- Work to be completed
Find the word "Romero" in the records and copy every line where it occurs.

[Stored data]
★ ★ ★ ★
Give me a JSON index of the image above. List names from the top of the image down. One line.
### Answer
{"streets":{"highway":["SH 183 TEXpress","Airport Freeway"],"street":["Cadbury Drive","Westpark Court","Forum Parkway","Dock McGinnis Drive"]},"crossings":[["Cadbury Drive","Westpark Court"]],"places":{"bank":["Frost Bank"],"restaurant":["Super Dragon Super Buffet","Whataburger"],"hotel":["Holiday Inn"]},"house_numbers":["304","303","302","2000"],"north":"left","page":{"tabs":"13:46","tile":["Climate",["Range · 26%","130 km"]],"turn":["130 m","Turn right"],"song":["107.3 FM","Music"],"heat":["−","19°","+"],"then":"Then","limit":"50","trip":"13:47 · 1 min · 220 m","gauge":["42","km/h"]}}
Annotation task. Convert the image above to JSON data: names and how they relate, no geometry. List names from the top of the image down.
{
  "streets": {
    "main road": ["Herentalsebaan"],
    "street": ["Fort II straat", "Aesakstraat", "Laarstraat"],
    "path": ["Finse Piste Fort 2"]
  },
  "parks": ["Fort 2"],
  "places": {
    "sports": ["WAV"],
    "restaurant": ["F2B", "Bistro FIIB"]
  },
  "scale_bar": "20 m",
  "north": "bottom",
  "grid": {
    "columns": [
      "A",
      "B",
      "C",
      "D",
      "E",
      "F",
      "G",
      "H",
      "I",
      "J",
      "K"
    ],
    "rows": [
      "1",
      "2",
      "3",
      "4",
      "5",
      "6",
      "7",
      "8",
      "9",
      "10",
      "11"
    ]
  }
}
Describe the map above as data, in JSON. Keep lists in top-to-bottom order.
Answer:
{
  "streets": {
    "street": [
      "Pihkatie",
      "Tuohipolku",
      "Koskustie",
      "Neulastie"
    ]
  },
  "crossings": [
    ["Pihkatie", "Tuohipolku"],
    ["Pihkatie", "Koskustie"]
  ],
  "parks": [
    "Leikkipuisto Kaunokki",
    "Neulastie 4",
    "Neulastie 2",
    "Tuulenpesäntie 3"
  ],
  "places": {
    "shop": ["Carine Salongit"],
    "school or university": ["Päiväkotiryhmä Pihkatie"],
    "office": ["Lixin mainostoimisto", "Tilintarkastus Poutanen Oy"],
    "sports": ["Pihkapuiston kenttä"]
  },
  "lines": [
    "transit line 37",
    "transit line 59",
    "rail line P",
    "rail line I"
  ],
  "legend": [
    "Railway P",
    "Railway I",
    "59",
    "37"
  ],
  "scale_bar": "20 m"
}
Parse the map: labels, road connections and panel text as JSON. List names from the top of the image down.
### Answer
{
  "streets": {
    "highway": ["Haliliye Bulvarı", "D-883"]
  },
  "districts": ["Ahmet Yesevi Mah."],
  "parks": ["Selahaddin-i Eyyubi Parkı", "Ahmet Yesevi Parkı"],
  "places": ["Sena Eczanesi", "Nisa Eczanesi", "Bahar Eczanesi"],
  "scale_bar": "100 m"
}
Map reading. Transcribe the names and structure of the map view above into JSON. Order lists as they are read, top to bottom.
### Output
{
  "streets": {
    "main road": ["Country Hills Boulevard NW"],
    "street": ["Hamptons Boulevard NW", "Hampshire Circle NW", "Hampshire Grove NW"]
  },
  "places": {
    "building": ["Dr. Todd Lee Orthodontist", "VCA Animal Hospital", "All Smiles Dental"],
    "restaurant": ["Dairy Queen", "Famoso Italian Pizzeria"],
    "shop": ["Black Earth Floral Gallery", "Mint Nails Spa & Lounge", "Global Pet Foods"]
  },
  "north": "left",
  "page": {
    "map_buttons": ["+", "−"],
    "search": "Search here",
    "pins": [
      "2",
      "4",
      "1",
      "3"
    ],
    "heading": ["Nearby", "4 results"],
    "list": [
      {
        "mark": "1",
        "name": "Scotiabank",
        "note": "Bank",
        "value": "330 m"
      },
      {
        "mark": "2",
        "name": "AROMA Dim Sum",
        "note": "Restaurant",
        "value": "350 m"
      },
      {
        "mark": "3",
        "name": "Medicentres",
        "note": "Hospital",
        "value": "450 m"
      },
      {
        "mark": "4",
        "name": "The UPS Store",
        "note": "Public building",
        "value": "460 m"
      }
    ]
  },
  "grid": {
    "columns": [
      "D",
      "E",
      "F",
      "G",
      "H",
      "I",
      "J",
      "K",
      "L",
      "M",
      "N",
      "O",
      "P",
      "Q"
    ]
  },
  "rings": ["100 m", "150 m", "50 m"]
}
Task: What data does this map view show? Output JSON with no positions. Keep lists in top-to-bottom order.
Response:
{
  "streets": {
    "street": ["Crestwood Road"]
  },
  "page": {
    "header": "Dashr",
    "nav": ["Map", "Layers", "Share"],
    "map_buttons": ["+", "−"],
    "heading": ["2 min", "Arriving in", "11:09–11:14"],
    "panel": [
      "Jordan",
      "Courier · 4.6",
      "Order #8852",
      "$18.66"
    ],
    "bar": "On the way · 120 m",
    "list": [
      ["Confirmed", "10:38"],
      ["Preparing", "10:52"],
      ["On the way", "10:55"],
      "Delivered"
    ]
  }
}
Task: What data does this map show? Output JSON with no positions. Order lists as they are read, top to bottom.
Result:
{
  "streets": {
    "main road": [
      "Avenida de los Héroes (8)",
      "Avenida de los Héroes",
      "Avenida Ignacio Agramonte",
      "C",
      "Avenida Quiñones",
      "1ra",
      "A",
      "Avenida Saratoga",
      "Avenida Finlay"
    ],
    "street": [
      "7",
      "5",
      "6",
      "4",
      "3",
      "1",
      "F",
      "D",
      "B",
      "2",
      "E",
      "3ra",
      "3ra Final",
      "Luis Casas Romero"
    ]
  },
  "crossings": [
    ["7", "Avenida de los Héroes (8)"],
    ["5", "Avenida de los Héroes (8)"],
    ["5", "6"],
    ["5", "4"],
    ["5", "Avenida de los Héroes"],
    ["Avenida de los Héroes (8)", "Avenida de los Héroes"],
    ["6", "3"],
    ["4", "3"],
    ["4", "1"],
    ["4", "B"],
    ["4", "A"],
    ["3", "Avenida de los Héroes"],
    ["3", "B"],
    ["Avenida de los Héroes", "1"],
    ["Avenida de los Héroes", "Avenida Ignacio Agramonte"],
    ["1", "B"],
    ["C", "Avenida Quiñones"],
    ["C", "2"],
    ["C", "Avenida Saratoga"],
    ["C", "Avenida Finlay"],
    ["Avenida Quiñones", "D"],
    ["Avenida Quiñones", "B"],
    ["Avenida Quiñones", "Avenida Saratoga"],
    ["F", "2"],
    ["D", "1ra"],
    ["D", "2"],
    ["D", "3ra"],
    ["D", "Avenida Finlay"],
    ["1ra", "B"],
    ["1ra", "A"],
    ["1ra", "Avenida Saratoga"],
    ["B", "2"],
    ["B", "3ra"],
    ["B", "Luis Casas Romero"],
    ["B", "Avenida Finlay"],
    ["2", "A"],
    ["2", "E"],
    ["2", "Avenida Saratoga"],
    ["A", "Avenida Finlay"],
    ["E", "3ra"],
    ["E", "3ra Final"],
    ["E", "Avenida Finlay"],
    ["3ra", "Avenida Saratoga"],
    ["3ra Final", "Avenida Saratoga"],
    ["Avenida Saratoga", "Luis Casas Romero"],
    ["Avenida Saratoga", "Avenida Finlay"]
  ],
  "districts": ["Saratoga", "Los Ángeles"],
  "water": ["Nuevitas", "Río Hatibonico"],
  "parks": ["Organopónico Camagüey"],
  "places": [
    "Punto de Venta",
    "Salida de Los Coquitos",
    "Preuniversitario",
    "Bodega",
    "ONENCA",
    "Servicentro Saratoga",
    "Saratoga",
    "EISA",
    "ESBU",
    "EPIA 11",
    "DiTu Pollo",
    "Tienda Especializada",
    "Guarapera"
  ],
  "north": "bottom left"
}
★ ★ ★ ★
- Result of this task
      "Luis Casas Romero"
    ["B", "Luis Casas Romero"],
    ["Avenida Saratoga", "Luis Casas Romero"],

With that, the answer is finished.